(Saved entries)
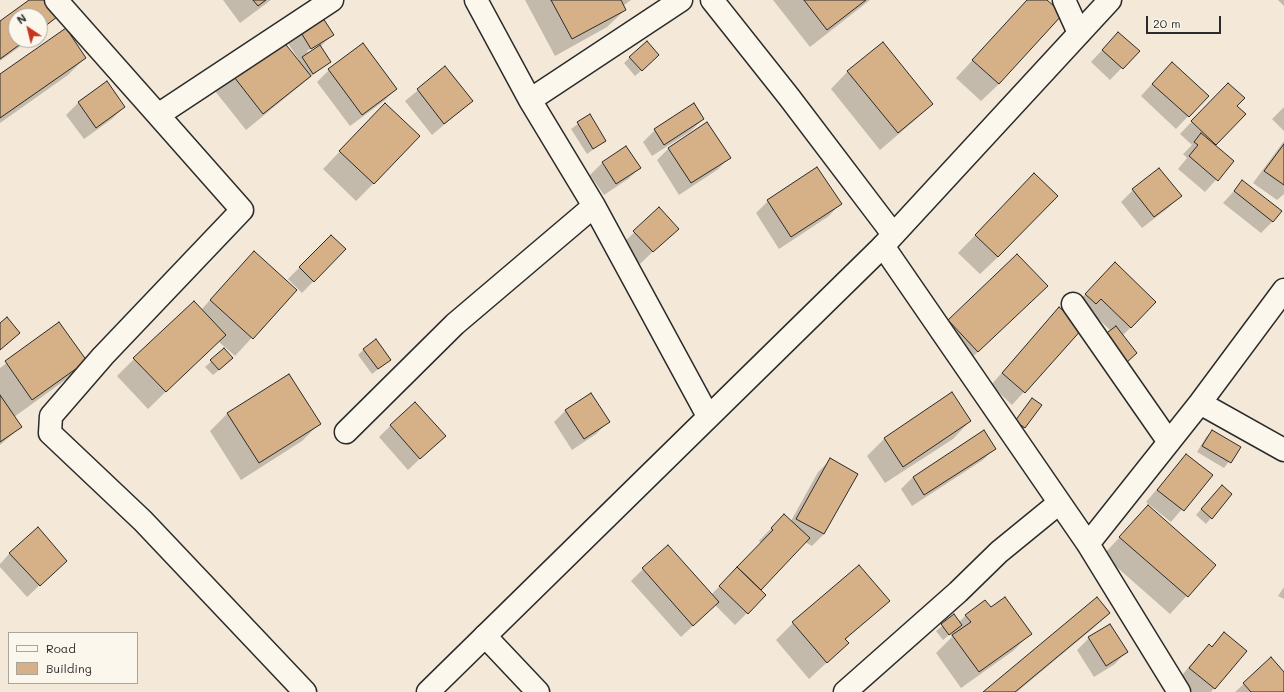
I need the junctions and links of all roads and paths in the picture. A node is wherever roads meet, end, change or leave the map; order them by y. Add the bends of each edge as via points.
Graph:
1 (56, 0) edge
2 (332, 0) edge
3 (476, 0) edge
4 (681, 0) edge
5 (712, 0) edge
6 (1064, 0) edge
7 (1110, 0) edge
8 (1079, 33) junction
9 (530, 100) junction
10 (158, 115) junction
11 (594, 206) junction
12 (888, 240) junction
13 (1284, 290) edge
14 (1073, 304) dead end
15 (1200, 402) junction
16 (708, 416) junction
17 (346, 432) dead end
18 (1169, 442) junction
19 (1284, 450) edge
20 (1059, 503) junction
21 (1088, 544) junction
22 (485, 636) junction
23 (305, 692) edge
24 (428, 692) edge
25 (538, 692) edge
26 (845, 692) edge
27 (1179, 692) edge

1 - 10 street
2 - 10 street
3 - 9 street
4 - 9 street
5 - 12 street via 789,97
6 - 8 street
7 - 8 street
8 - 12 street
9 - 11 street
10 - 23 street via 242,210 103,356 51,416 50,433 143,521
11 - 16 street
11 - 17 street via 455,324
12 - 16 street
12 - 20 street
13 - 15 street
14 - 18 street
15 - 18 street
15 - 19 street
16 - 22 street
18 - 21 street
20 - 21 street
20 - 26 street via 999,552 958,592
21 - 27 street
22 - 24 street
22 - 25 street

**TASK TO CARRY OUT:**
Please retype the data exactly as it appears, but without any of its pictures.

**WRITTEN ANSWER:**
I need the junctions and links of all roads and paths in the picture. A node is wherever roads meet, end, change or leave the map; order them by y. Add the bends of each edge as via points.
Graph:
1 (56, 0) edge
2 (332, 0) edge
3 (476, 0) edge
4 (681, 0) edge
5 (712, 0) edge
6 (1064, 0) edge
7 (1110, 0) edge
8 (1079, 33) junction
9 (530, 100) junction
10 (158, 115) junction
11 (594, 206) junction
12 (888, 240) junction
13 (1284, 290) edge
14 (1073, 304) dead end
15 (1200, 402) junction
16 (708, 416) junction
17 (346, 432) dead end
18 (1169, 442) junction
19 (1284, 450) edge
20 (1059, 503) junction
21 (1088, 544) junction
22 (485, 636) junction
23 (305, 692) edge
24 (428, 692) edge
25 (538, 692) edge
26 (845, 692) edge
27 (1179, 692) edge

1 - 10 street
2 - 10 street
3 - 9 street
4 - 9 street
5 - 12 street via 789,97
6 - 8 street
7 - 8 street
8 - 12 street
9 - 11 street
10 - 23 street via 242,210 103,356 51,416 50,433 143,521
11 - 16 street
11 - 17 street via 455,324
12 - 16 street
12 - 20 street
13 - 15 street
14 - 18 street
15 - 18 street
15 - 19 street
16 - 22 street
18 - 21 street
20 - 21 street
20 - 26 street via 999,552 958,592
21 - 27 street
22 - 24 street
22 - 25 street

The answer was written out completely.